▸ **WORK INSTRUCTION**:
In the listing that follows, count the lines holding the word "ring" and report only that number.

▸ **DATA TO USE**:
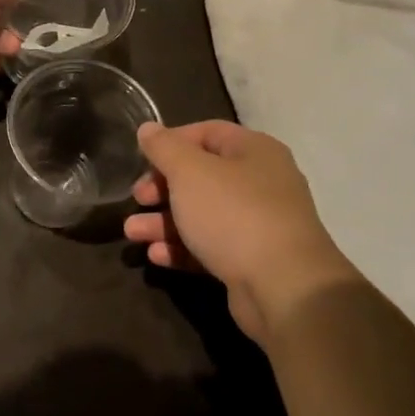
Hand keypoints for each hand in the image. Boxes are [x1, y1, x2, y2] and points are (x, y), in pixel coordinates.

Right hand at [126, 121, 357, 343]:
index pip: (208, 132)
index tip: (142, 158)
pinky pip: (210, 247)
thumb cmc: (233, 214)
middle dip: (163, 187)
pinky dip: (182, 249)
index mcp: (254, 151)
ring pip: (202, 215)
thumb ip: (165, 148)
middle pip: (202, 176)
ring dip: (164, 222)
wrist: (283, 287)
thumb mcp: (190, 172)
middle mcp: (261, 182)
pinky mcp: (250, 261)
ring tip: (131, 233)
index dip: (172, 141)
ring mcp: (258, 224)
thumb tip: (148, 128)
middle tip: (137, 198)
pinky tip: (156, 256)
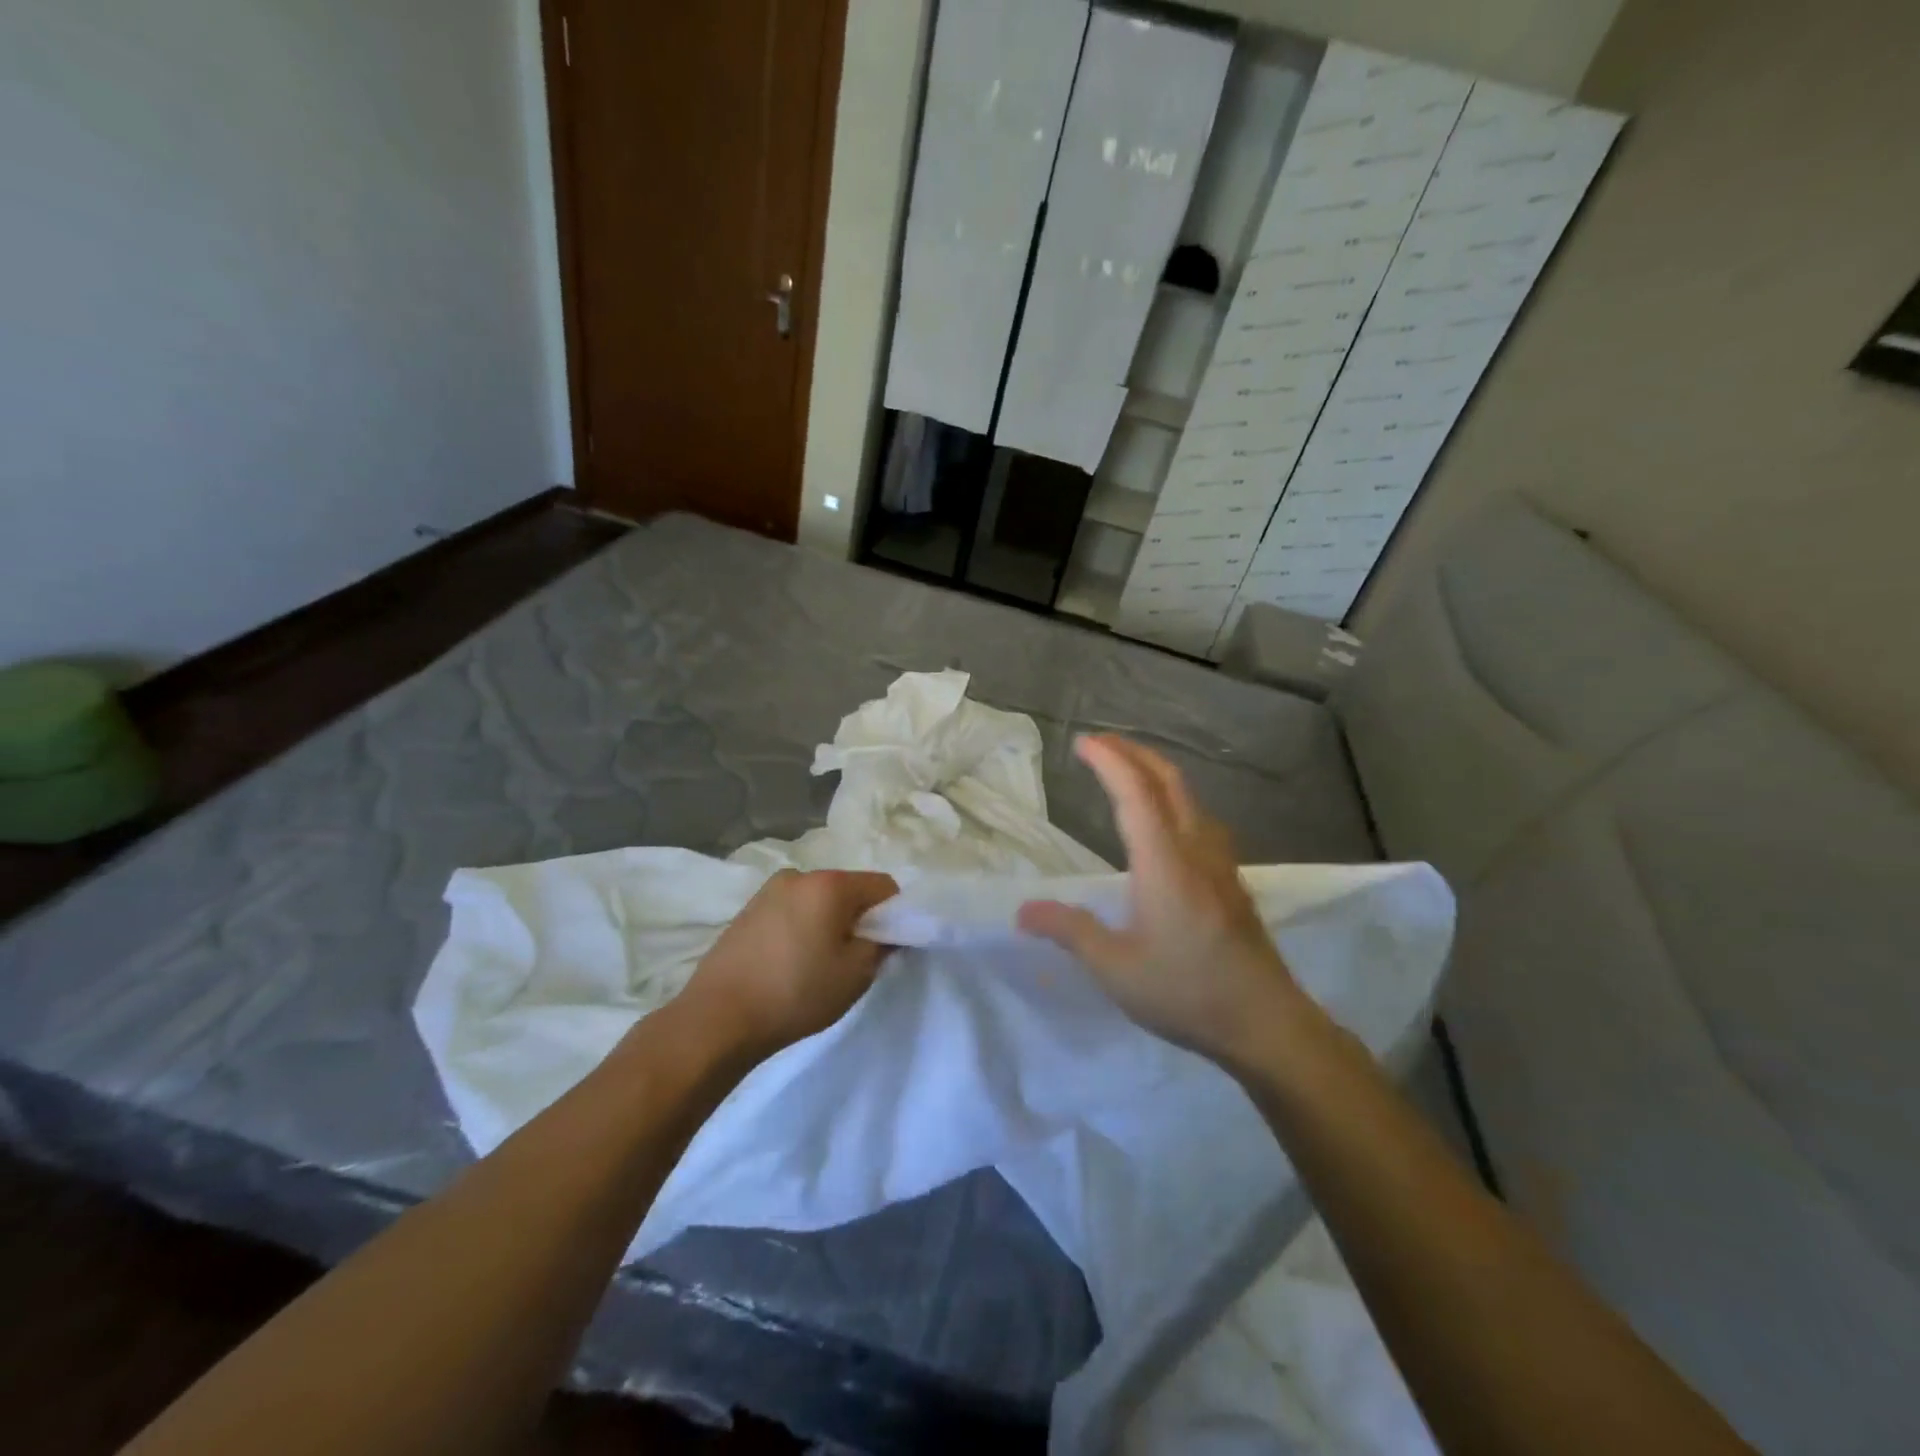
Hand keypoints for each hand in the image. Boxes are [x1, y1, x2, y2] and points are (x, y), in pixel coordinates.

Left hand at [678, 869, 899, 1059]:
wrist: (718, 1017)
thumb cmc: (796, 993)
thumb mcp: (856, 974)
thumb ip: (882, 945)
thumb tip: (885, 932)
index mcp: (830, 884)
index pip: (884, 886)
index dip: (895, 914)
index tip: (886, 947)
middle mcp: (799, 875)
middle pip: (849, 890)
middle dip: (859, 918)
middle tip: (852, 960)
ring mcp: (769, 890)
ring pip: (818, 901)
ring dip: (828, 923)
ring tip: (816, 965)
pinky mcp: (748, 910)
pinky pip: (792, 910)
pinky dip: (802, 928)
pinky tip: (789, 963)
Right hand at [1017, 735, 1309, 1067]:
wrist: (1267, 1023)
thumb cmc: (1187, 992)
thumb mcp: (1116, 968)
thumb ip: (1070, 931)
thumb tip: (1024, 910)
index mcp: (1164, 862)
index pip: (1135, 792)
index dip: (1109, 760)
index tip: (1083, 742)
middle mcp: (1195, 850)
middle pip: (1169, 781)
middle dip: (1134, 753)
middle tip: (1102, 743)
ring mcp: (1221, 864)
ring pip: (1190, 797)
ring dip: (1157, 772)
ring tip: (1130, 772)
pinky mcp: (1232, 881)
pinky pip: (1200, 819)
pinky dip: (1174, 798)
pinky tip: (1167, 822)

▸ **SOLUTION**:
12